In the copy, keep every word of the data below and none of its pictures.

*** Data to process ***

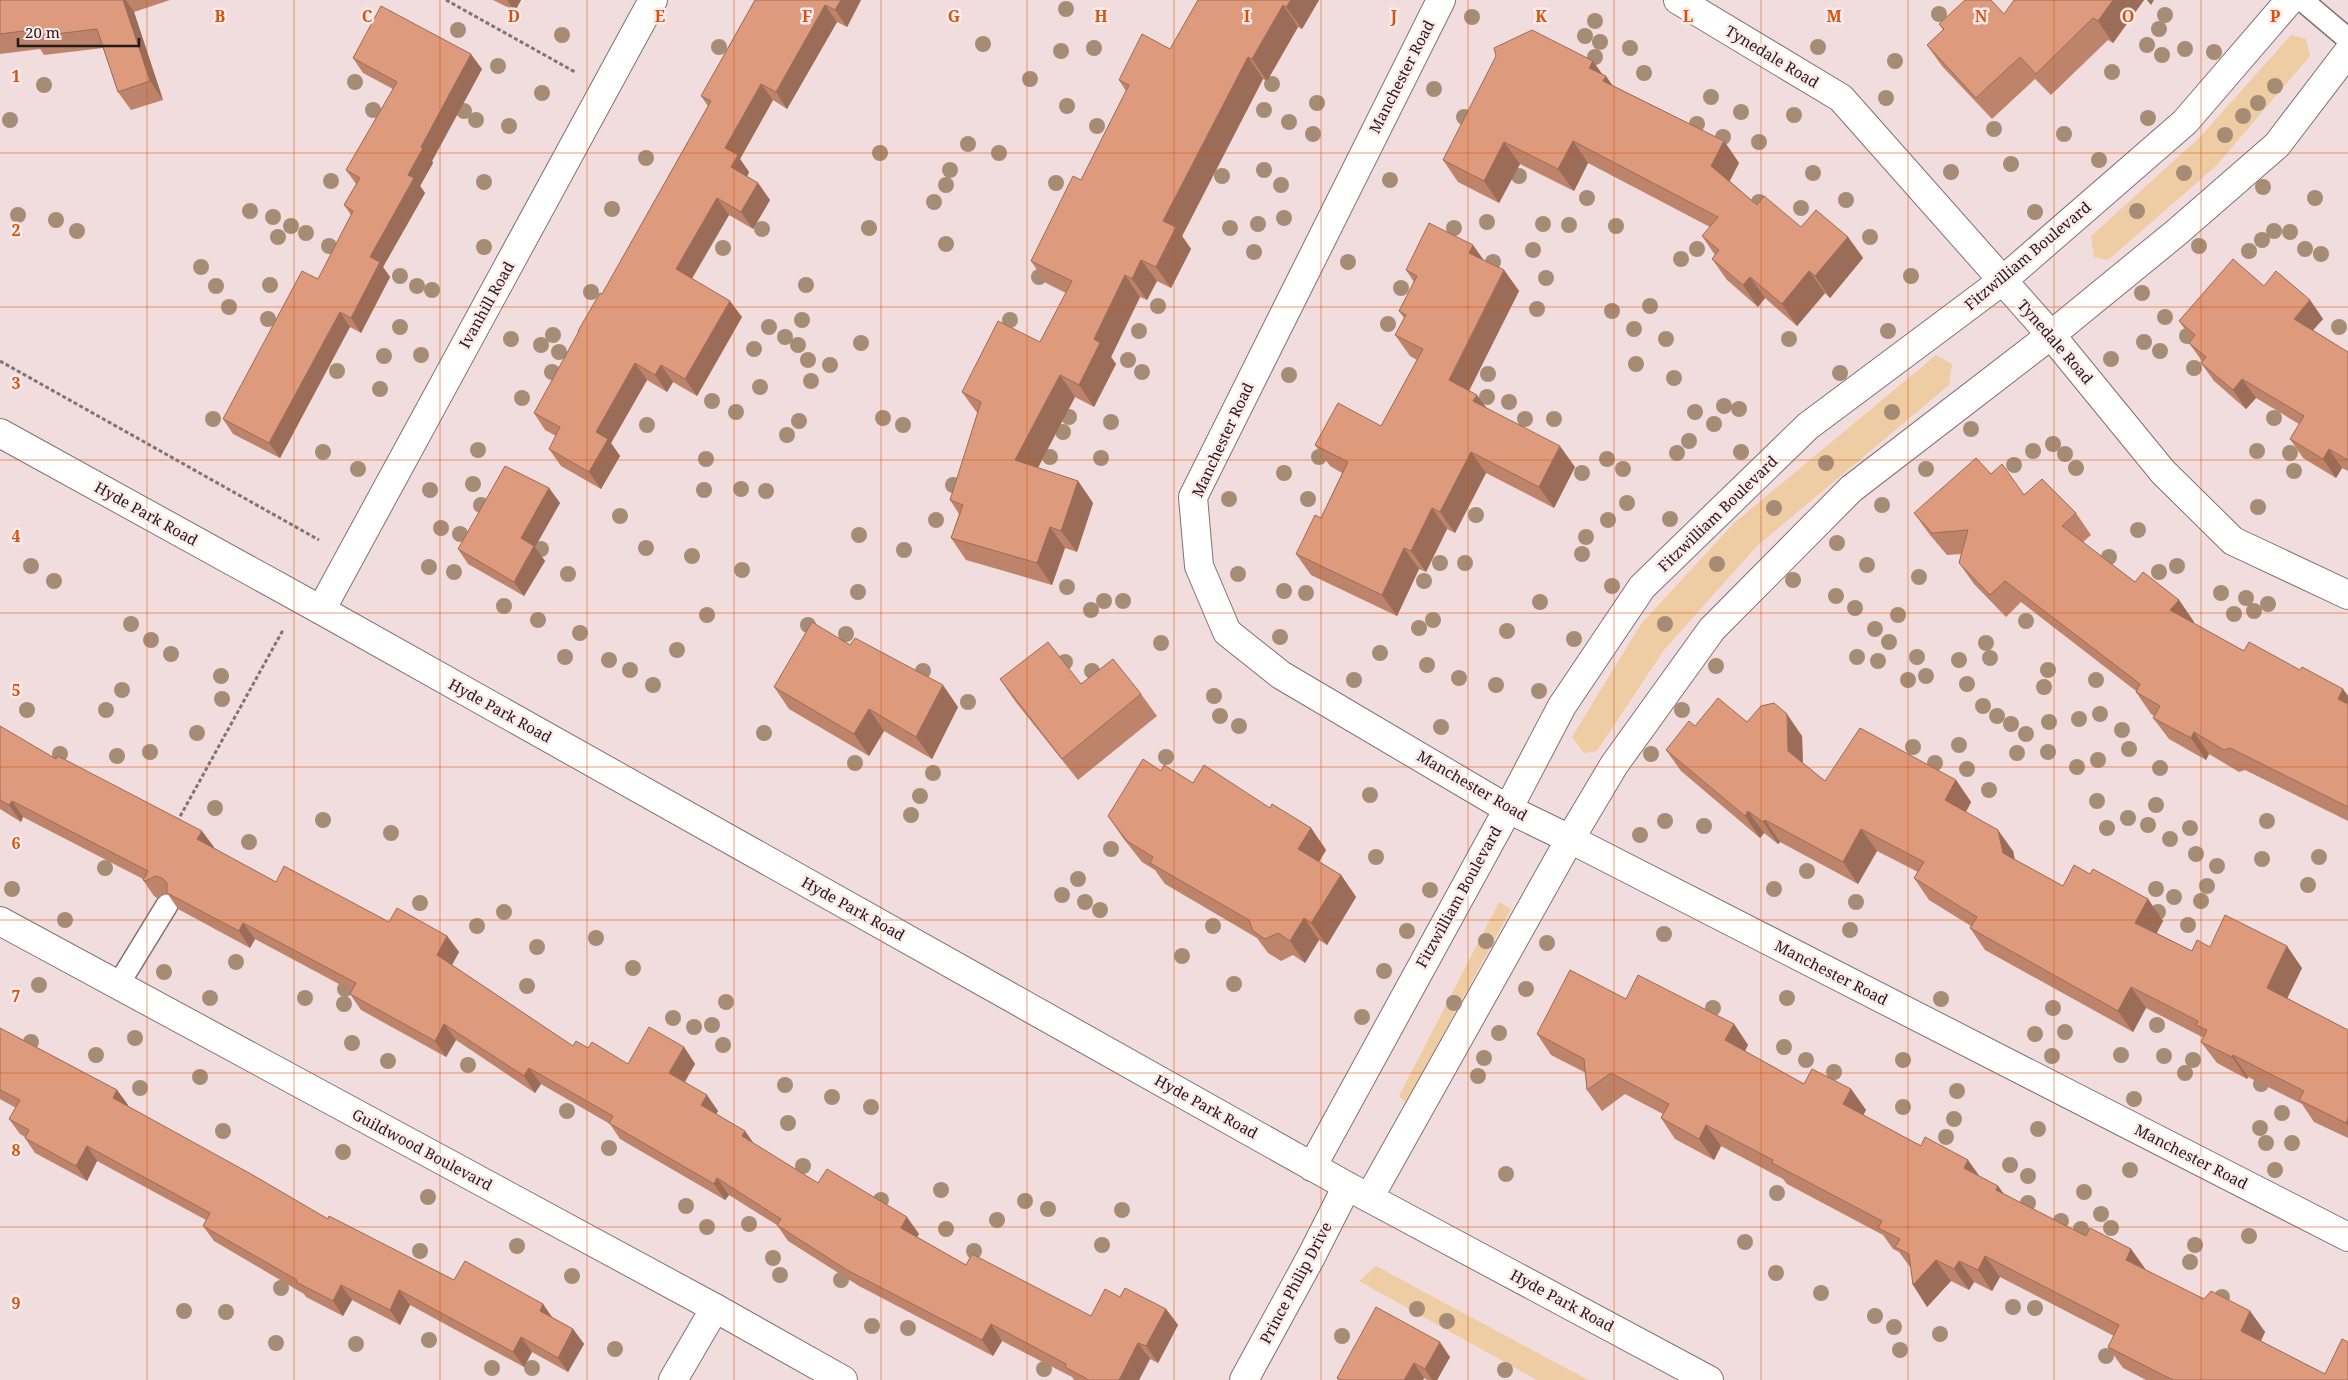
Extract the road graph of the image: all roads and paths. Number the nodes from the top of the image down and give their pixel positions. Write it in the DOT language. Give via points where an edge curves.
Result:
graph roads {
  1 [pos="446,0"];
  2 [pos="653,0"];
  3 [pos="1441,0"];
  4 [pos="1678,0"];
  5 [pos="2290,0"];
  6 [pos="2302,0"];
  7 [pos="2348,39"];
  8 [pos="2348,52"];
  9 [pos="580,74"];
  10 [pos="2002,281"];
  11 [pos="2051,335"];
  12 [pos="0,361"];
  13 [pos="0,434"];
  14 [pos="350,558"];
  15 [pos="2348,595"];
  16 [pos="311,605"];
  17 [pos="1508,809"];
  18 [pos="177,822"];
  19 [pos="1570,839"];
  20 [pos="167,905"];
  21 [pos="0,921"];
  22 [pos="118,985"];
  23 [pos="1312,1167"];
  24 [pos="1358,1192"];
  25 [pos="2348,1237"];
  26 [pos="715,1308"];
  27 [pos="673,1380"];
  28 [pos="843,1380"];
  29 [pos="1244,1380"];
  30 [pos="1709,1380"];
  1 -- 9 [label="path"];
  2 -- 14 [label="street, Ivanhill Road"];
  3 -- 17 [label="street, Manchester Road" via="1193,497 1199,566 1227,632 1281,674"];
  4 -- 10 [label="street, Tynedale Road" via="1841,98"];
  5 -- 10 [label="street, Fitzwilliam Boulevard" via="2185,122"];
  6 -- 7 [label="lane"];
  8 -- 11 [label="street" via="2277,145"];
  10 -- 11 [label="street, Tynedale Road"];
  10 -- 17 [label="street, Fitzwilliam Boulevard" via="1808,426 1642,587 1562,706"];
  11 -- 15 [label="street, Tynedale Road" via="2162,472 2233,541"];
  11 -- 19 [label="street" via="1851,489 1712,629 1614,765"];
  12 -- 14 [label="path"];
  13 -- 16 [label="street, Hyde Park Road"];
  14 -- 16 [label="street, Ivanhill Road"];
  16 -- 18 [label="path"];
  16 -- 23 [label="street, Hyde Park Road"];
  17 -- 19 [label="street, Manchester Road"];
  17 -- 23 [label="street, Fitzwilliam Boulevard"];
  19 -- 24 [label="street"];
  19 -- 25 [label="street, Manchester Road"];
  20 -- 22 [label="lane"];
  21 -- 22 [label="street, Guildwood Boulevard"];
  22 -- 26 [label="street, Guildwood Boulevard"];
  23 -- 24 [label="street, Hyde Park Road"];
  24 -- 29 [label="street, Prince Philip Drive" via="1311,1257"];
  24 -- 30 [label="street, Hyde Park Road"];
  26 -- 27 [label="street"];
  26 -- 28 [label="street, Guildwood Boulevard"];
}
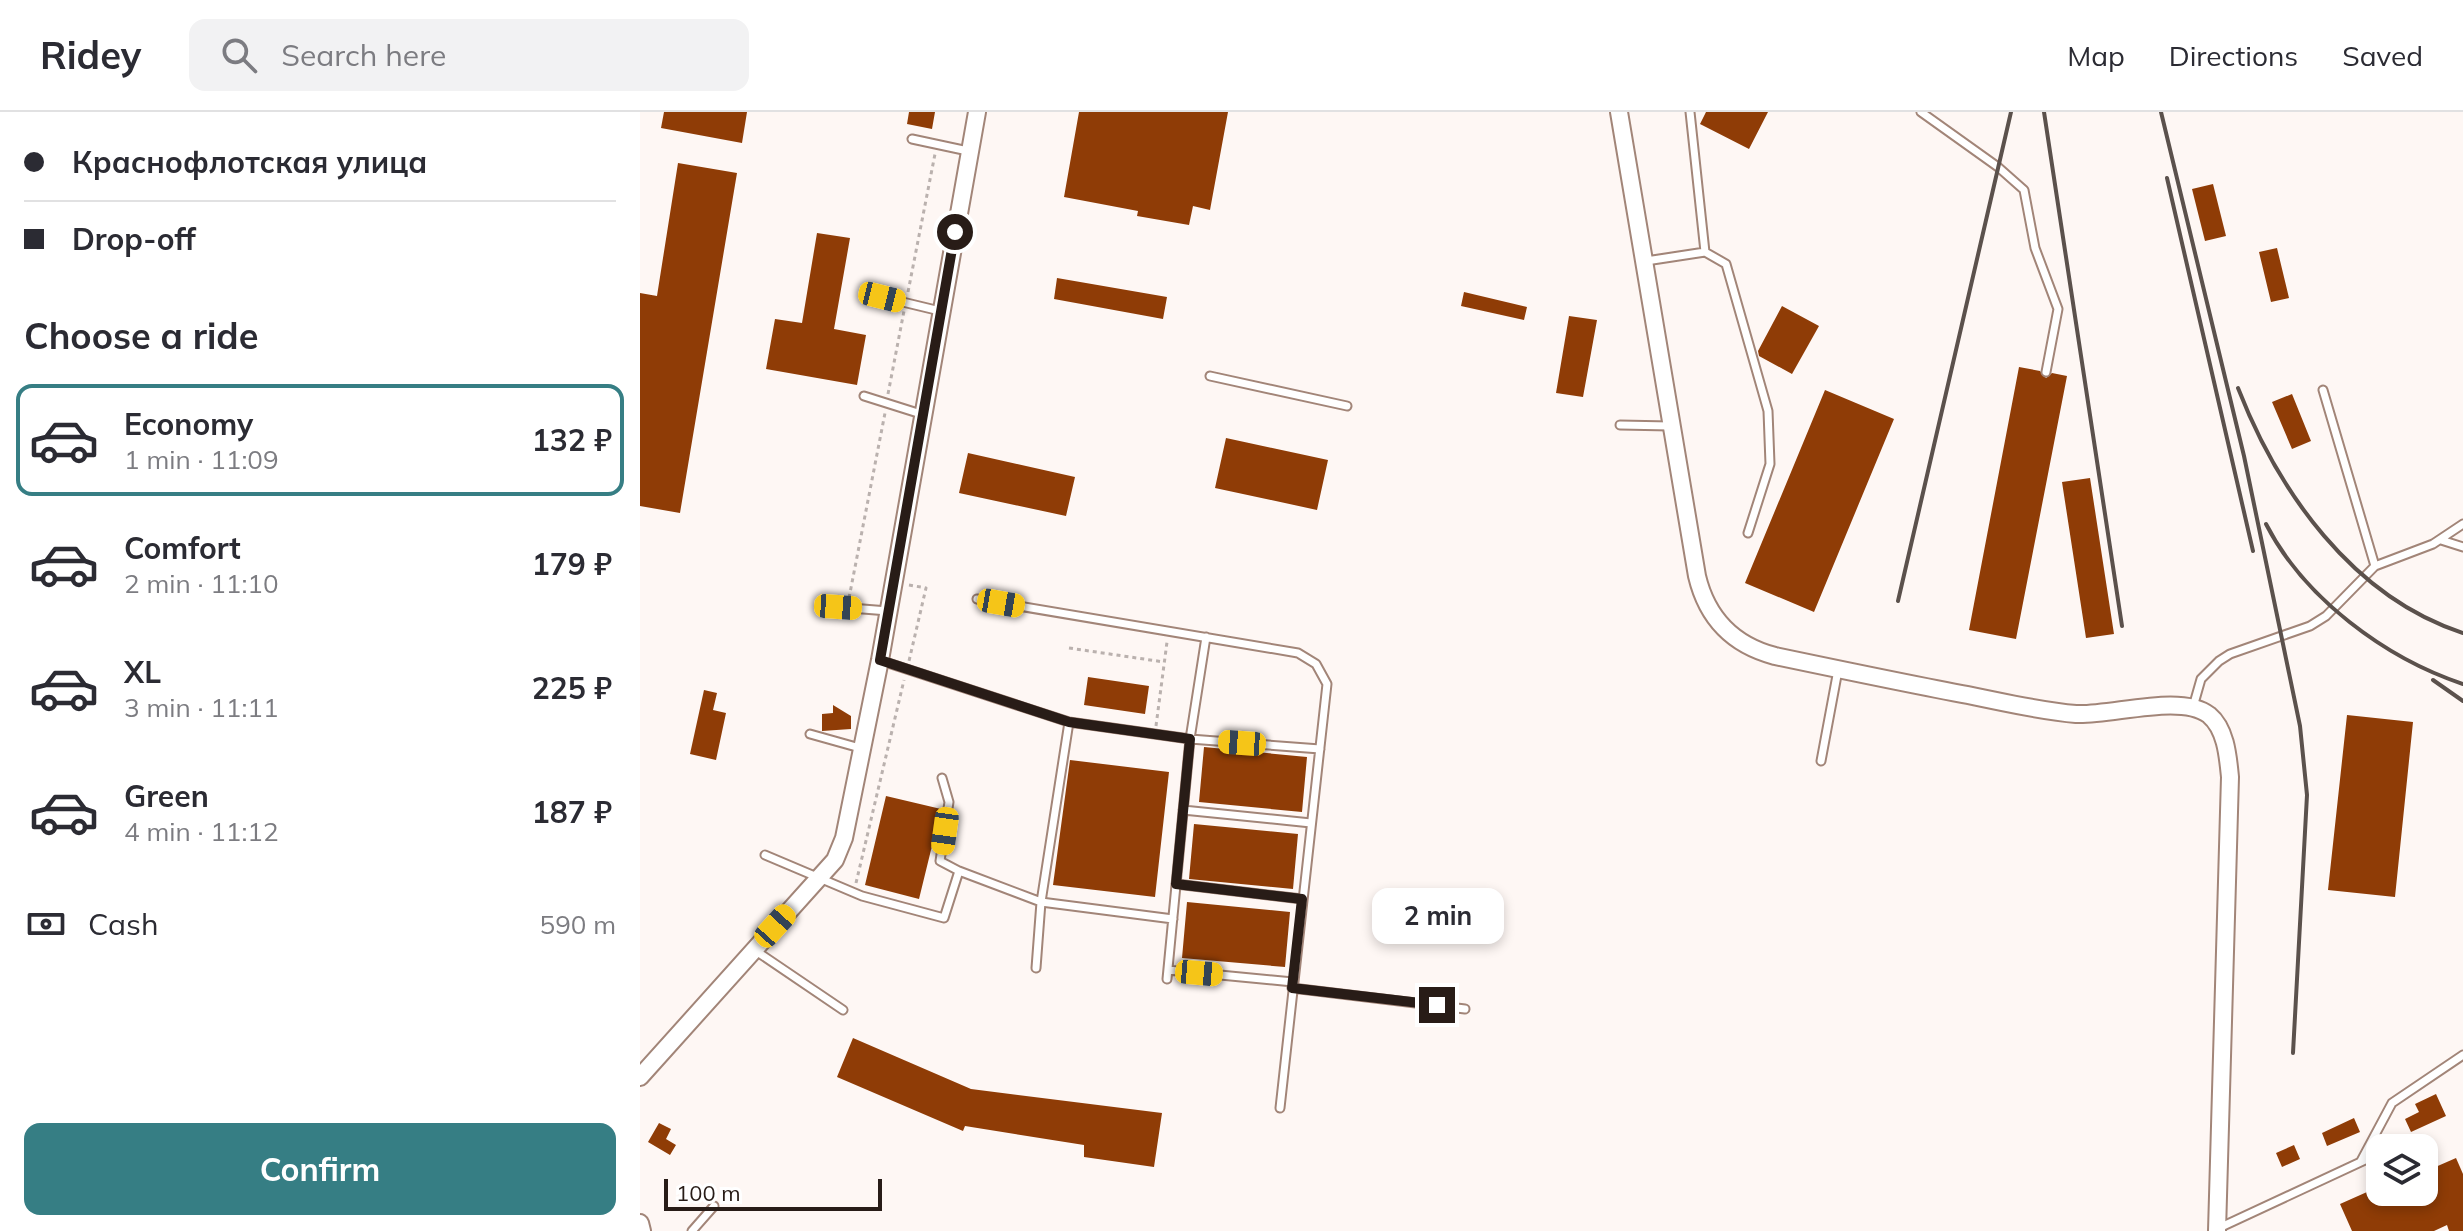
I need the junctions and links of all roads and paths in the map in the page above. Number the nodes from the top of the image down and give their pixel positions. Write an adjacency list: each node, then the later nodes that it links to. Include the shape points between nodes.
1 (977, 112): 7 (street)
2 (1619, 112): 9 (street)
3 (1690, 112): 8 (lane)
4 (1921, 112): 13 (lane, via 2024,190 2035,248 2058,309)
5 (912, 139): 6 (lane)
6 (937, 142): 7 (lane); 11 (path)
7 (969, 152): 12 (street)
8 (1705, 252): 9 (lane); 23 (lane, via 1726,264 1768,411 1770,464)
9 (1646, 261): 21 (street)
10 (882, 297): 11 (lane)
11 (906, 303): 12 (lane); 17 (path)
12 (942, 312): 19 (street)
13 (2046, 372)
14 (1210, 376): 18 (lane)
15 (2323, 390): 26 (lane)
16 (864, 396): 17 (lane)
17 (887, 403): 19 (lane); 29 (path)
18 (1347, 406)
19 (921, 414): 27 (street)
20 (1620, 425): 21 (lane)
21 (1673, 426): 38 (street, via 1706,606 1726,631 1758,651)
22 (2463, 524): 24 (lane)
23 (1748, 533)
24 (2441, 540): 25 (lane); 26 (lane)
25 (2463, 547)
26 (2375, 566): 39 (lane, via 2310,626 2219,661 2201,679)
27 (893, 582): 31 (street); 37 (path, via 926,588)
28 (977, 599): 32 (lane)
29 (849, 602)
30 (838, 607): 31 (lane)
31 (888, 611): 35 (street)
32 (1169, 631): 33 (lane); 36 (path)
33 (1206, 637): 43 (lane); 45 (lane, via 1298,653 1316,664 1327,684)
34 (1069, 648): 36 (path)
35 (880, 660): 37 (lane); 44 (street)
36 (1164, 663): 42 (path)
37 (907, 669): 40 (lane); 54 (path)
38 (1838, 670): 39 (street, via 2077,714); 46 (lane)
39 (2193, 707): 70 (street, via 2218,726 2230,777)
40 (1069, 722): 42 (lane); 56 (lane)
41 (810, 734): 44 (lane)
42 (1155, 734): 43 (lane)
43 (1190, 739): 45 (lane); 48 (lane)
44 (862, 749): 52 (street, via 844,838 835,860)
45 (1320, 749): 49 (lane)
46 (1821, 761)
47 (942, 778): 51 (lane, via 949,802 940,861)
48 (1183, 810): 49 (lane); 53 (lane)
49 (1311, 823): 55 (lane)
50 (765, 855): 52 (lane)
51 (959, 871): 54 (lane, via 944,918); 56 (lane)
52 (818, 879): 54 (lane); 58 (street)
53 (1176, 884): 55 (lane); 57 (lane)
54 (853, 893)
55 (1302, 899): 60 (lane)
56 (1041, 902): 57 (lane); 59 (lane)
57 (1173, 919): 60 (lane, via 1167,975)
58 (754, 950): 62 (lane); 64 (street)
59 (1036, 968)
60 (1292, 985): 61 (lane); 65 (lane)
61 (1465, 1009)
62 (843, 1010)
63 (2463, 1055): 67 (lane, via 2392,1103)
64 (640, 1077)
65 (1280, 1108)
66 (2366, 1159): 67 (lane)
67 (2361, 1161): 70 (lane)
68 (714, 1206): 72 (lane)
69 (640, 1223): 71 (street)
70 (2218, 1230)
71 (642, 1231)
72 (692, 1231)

*** End of Data to process ***

→ Output for this task
Extract the road graph of the image: all roads and paths. Number the nodes from the top of the image down and give their pixel positions. Write it in the DOT language. Give via points where an edge curves.
Result:
graph roads {
  1 [pos="446,0"];
  2 [pos="653,0"];
  3 [pos="1441,0"];
  4 [pos="1678,0"];
  5 [pos="2290,0"];
  6 [pos="2302,0"];
  7 [pos="2348,39"];
  8 [pos="2348,52"];
  9 [pos="580,74"];
  10 [pos="2002,281"];
  11 [pos="2051,335"];
  12 [pos="0,361"];
  13 [pos="0,434"];
  14 [pos="350,558"];
  15 [pos="2348,595"];
  16 [pos="311,605"];
  17 [pos="1508,809"];
  18 [pos="177,822"];
  19 [pos="1570,839"];
  20 [pos="167,905"];
  21 [pos="0,921"];
  22 [pos="118,985"];
  23 [pos="1312,1167"];
  24 [pos="1358,1192"];
  25 [pos="2348,1237"];
  26 [pos="715,1308"];
  27 [pos="673,1380"];
  28 [pos="843,1380"];
  29 [pos="1244,1380"];
  30 [pos="1709,1380"];
  1 -- 9 [label="path"];
  2 -- 14 [label="street, Ivanhill Road"];
  3 -- 17 [label="street, Manchester Road" via="1193,497 1199,566 1227,632 1281,674"];
  4 -- 10 [label="street, Tynedale Road" via="1841,98"];
  5 -- 10 [label="street, Fitzwilliam Boulevard" via="2185,122"];
  6 -- 7 [label="lane"];
  8 -- 11 [label="street" via="2277,145"];
  10 -- 11 [label="street, Tynedale Road"];
  10 -- 17 [label="street, Fitzwilliam Boulevard" via="1808,426 1642,587 1562,706"];
  11 -- 15 [label="street, Tynedale Road" via="2162,472 2233,541"];
  11 -- 19 [label="street" via="1851,489 1712,629 1614,765"];
  12 -- 14 [label="path"];
  13 -- 16 [label="street, Hyde Park Road"];
  14 -- 16 [label="street, Ivanhill Road"];
  16 -- 18 [label="path"];
  16 -- 23 [label="street, Hyde Park Road"];
  17 -- 19 [label="street, Manchester Road"];
  17 -- 23 [label="street, Fitzwilliam Boulevard"];
  19 -- 24 [label="street"];
  19 -- 25 [label="street, Manchester Road"];
  20 -- 22 [label="lane"];
  21 -- 22 [label="street, Guildwood Boulevard"];
  22 -- 26 [label="street, Guildwood Boulevard"];
  23 -- 24 [label="street, Hyde Park Road"];
  24 -- 29 [label="street, Prince Philip Drive" via="1311,1257"];
  24 -- 30 [label="street, Hyde Park Road"];
  26 -- 27 [label="street"];
  26 -- 28 [label="street, Guildwood Boulevard"];
}
I need the junctions and links of all roads and paths in the map in the page above. Number the nodes from the top of the image down and give their pixel positions. Write an adjacency list: each node, then the later nodes that it links to. Include the shape points between nodes.
1 (977, 112): 7 (street)
2 (1619, 112): 9 (street)
3 (1690, 112): 8 (lane)
4 (1921, 112): 13 (lane, via 2024,190 2035,248 2058,309)
5 (912, 139): 6 (lane)
6 (937, 142): 7 (lane); 11 (path)
7 (969, 152): 12 (street)
8 (1705, 252): 9 (lane); 23 (lane, via 1726,264 1768,411 1770,464)
9 (1646, 261): 21 (street)
10 (882, 297): 11 (lane)
11 (906, 303): 12 (lane); 17 (path)
12 (942, 312): 19 (street)
13 (2046, 372)
14 (1210, 376): 18 (lane)
15 (2323, 390): 26 (lane)
16 (864, 396): 17 (lane)
17 (887, 403): 19 (lane); 29 (path)
18 (1347, 406)
19 (921, 414): 27 (street)
20 (1620, 425): 21 (lane)
21 (1673, 426): 38 (street, via 1706,606 1726,631 1758,651)
22 (2463, 524): 24 (lane)
23 (1748, 533)
24 (2441, 540): 25 (lane); 26 (lane)
25 (2463, 547)
26 (2375, 566): 39 (lane, via 2310,626 2219,661 2201,679)
27 (893, 582): 31 (street); 37 (path, via 926,588)
28 (977, 599): 32 (lane)
29 (849, 602)
30 (838, 607): 31 (lane)
31 (888, 611): 35 (street)
32 (1169, 631): 33 (lane); 36 (path)
33 (1206, 637): 43 (lane); 45 (lane, via 1298,653 1316,664 1327,684)
34 (1069, 648): 36 (path)
35 (880, 660): 37 (lane); 44 (street)
36 (1164, 663): 42 (path)
37 (907, 669): 40 (lane); 54 (path)
38 (1838, 670): 39 (street, via 2077,714); 46 (lane)
39 (2193, 707): 70 (street, via 2218,726 2230,777)
40 (1069, 722): 42 (lane); 56 (lane)
41 (810, 734): 44 (lane)
42 (1155, 734): 43 (lane)
43 (1190, 739): 45 (lane); 48 (lane)
44 (862, 749): 52 (street, via 844,838 835,860)
45 (1320, 749): 49 (lane)
46 (1821, 761)
47 (942, 778): 51 (lane, via 949,802 940,861)
48 (1183, 810): 49 (lane); 53 (lane)
49 (1311, 823): 55 (lane)
50 (765, 855): 52 (lane)
51 (959, 871): 54 (lane, via 944,918); 56 (lane)
52 (818, 879): 54 (lane); 58 (street)
53 (1176, 884): 55 (lane); 57 (lane)
54 (853, 893)
55 (1302, 899): 60 (lane)
56 (1041, 902): 57 (lane); 59 (lane)
57 (1173, 919): 60 (lane, via 1167,975)
58 (754, 950): 62 (lane); 64 (street)
59 (1036, 968)
60 (1292, 985): 61 (lane); 65 (lane)
61 (1465, 1009)
62 (843, 1010)
63 (2463, 1055): 67 (lane, via 2392,1103)
64 (640, 1077)
65 (1280, 1108)
66 (2366, 1159): 67 (lane)
67 (2361, 1161): 70 (lane)
68 (714, 1206): 72 (lane)
69 (640, 1223): 71 (street)
70 (2218, 1230)
71 (642, 1231)
72 (692, 1231)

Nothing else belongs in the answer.